Kosovo caught between two polls, two ideas of the future

PRISTINA, Sep 6, 2000 -- (AFP) Elections for two very different systems of government could be held in Kosovo this autumn, symbolizing the contradiction at the heart of the United Nations' troubled quest to bring democracy to the wartorn province.

On September 24, security conditions permitting, Kosovo's voters will be able to vote in Yugoslavia's presidential and parliamentary polls, which have been condemned in advance by observers for a lack of accountability and openness.

On October 28, they will be able to head to the polls again, this time to vote in a municipal election which its organizer, the United Nations, is billing as Kosovo's first-ever free and fair democratic test.

Bernard Kouchner, the province's UN administrator, is clearly exasperated by Belgrade's threat to open polling booths in Kosovo, but admitted Monday that he had no legal means to stop them.

The contradiction stems from UN Security Council Resolution 1244, which gave Kouchner's UN mission the task of developing democracy in Kosovo and giving it "substantial autonomy," but states the territory remains part of the Federal Republic of Yugoslavia.

Under the resolution, Kouchner has no right to prevent Belgrade organizing elections, and if he did so, diplomatic sources told AFP, he would risk being portrayed as the enemy of Yugoslav democracy.

But it was clear also that he could not help Belgrade organize the poll, even if he had the time to do so, and thereby give credibility to the voting process in President Slobodan Milosevic's Yugoslavia.

"These so-called elections are certainly not very fair," Kouchner told reporters in Pristina Tuesday. "But to organize in 15 days or 20 days fair elections is not possible.

"What about the fact that one of the candidates is indicted as a war criminal? What about the fact that the voting list is not ready. This is not serious."

Milosevic has been indicted on suspicion of war crimes by the International Criminal Tribunal for the former Yugoslavia in The Hague.

Kouchner said that public buildings would not be used as polling stations for the Yugoslav poll, but that he was obliged by his mandate to provide security on election day.

"We will provide, as we're providing every day, security for persons," he said. "I am not organizing elections at all but I am still in charge of security and this is a difficult contradiction."

So in theory, Kosovo's voters could vote both for a Yugoslav presidential candidate and a candidate for a municipal council in their own UN-run province.
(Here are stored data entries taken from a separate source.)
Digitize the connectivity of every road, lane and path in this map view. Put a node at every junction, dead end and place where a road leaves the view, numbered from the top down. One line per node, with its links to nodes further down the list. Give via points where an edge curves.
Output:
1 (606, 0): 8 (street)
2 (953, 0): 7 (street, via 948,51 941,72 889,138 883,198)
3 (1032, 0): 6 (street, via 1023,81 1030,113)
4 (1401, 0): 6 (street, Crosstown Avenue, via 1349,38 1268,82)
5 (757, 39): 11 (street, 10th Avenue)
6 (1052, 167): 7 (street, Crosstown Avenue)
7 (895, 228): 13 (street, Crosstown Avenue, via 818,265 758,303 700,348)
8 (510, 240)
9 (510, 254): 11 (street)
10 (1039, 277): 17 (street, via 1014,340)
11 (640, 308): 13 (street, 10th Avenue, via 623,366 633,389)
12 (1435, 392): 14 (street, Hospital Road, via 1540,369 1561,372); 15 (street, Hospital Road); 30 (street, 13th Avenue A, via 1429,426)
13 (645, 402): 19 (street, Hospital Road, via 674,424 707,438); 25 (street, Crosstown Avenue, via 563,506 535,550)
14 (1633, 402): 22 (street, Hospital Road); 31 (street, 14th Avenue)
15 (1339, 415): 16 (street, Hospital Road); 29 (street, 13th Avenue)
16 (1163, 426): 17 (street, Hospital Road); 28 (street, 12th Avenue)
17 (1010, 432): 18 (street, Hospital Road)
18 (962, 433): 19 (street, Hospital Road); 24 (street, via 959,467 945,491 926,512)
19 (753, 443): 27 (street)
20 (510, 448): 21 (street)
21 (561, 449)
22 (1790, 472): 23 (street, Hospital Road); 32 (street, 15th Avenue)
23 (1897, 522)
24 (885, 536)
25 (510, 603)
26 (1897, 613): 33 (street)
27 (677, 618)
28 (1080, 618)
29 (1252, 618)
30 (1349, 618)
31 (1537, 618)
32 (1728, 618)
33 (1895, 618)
But only in theory.

In practice, Serbian Kosovars have refused en masse to register for the UN poll, believing it will serve to encourage ethnic Albanians in their desire for full independence.

The province's ethnic Albanians have boycotted all federal elections since 1989, when Belgrade stripped Kosovo of its autonomous status and launched a campaign of repression.

And even the Serbs might stay away this time. Their leaders argue that even if they wanted to vote to show they still value their Yugoslav nationality, no democratic poll could be held in Kosovo, where many Serbs live in embattled enclaves, surrounded by KFOR peacekeeping troops.

So Kosovo's ethnic Albanian majority will head for the polls on October 28, for their first election since the intervention of KFOR and the end of the civil war between Belgrade and separatist guerrillas.

Although there is no legal basis for their belief, many regard the election as a another step towards independence.

The rude eruption of the Yugoslav poll one month earlier is an unwelcome reminder for them that their struggle is not yet won, and Kouchner's difficult decision to let it go ahead has annoyed some.

According to an editorial in the daily Kosova Sot, he has "put oil on the fire."